Data records:
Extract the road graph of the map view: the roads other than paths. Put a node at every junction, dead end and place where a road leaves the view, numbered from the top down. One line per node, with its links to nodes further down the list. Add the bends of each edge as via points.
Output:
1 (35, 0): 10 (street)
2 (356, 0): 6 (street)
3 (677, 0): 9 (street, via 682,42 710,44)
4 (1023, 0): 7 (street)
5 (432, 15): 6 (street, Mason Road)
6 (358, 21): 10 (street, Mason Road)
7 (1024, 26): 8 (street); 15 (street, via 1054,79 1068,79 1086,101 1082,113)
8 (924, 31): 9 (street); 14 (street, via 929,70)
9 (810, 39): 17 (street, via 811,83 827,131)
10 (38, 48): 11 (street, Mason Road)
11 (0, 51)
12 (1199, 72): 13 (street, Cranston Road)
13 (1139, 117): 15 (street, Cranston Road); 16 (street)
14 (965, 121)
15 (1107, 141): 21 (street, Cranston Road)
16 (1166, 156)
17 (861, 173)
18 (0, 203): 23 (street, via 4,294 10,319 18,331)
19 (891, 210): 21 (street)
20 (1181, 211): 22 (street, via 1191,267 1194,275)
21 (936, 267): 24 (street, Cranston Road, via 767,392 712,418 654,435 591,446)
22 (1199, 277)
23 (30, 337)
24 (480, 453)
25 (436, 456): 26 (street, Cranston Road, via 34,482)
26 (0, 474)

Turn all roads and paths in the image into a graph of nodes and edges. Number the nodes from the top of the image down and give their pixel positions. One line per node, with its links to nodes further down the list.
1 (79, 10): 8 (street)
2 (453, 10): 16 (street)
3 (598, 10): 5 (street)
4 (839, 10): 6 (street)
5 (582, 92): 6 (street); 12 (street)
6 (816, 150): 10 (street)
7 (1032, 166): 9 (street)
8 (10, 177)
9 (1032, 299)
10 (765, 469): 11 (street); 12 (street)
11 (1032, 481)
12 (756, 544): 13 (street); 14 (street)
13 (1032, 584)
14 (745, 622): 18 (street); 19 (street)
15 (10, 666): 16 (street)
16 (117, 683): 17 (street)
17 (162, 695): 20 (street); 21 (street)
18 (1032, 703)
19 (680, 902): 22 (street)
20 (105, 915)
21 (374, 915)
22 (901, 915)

→ **About this exercise**
Write out each entry again, character for character.

→ **Output for this task**
Extract the road graph of the map view: the roads other than paths. Put a node at every junction, dead end and place where a road leaves the view, numbered from the top down. One line per node, with its links to nodes further down the list. Add the bends of each edge as via points.
Output:
1 (35, 0): 10 (street)
2 (356, 0): 6 (street)
3 (677, 0): 9 (street, via 682,42 710,44)
4 (1023, 0): 7 (street)
5 (432, 15): 6 (street, Mason Road)
6 (358, 21): 10 (street, Mason Road)
7 (1024, 26): 8 (street); 15 (street, via 1054,79 1068,79 1086,101 1082,113)
8 (924, 31): 9 (street); 14 (street, via 929,70)
9 (810, 39): 17 (street, via 811,83 827,131)
10 (38, 48): 11 (street, Mason Road)
11 (0, 51)
12 (1199, 72): 13 (street, Cranston Road)
13 (1139, 117): 15 (street, Cranston Road); 16 (street)
14 (965, 121)
15 (1107, 141): 21 (street, Cranston Road)
16 (1166, 156)
17 (861, 173)
18 (0, 203): 23 (street, via 4,294 10,319 18,331)
19 (891, 210): 21 (street)
20 (1181, 211): 22 (street, via 1191,267 1194,275)
21 (936, 267): 24 (street, Cranston Road, via 767,392 712,418 654,435 591,446)
22 (1199, 277)
23 (30, 337)
24 (480, 453)
25 (436, 456): 26 (street, Cranston Road, via 34,482)
26 (0, 474)

Turn all roads and paths in the image into a graph of nodes and edges. Number the nodes from the top of the image down and give their pixel positions. One line per node, with its links to nodes further down the list.
1 (79, 10): 8 (street)
2 (453, 10): 16 (street)
3 (598, 10): 5 (street)
4 (839, 10): 6 (street)
5 (582, 92): 6 (street); 12 (street)
6 (816, 150): 10 (street)
7 (1032, 166): 9 (street)
8 (10, 177)
9 (1032, 299)
10 (765, 469): 11 (street); 12 (street)
11 (1032, 481)
12 (756, 544): 13 (street); 14 (street)
13 (1032, 584)
14 (745, 622): 18 (street); 19 (street)
15 (10, 666): 16 (street)
16 (117, 683): 17 (street)
17 (162, 695): 20 (street); 21 (street)
18 (1032, 703)
19 (680, 902): 22 (street)
20 (105, 915)
21 (374, 915)
22 (901, 915)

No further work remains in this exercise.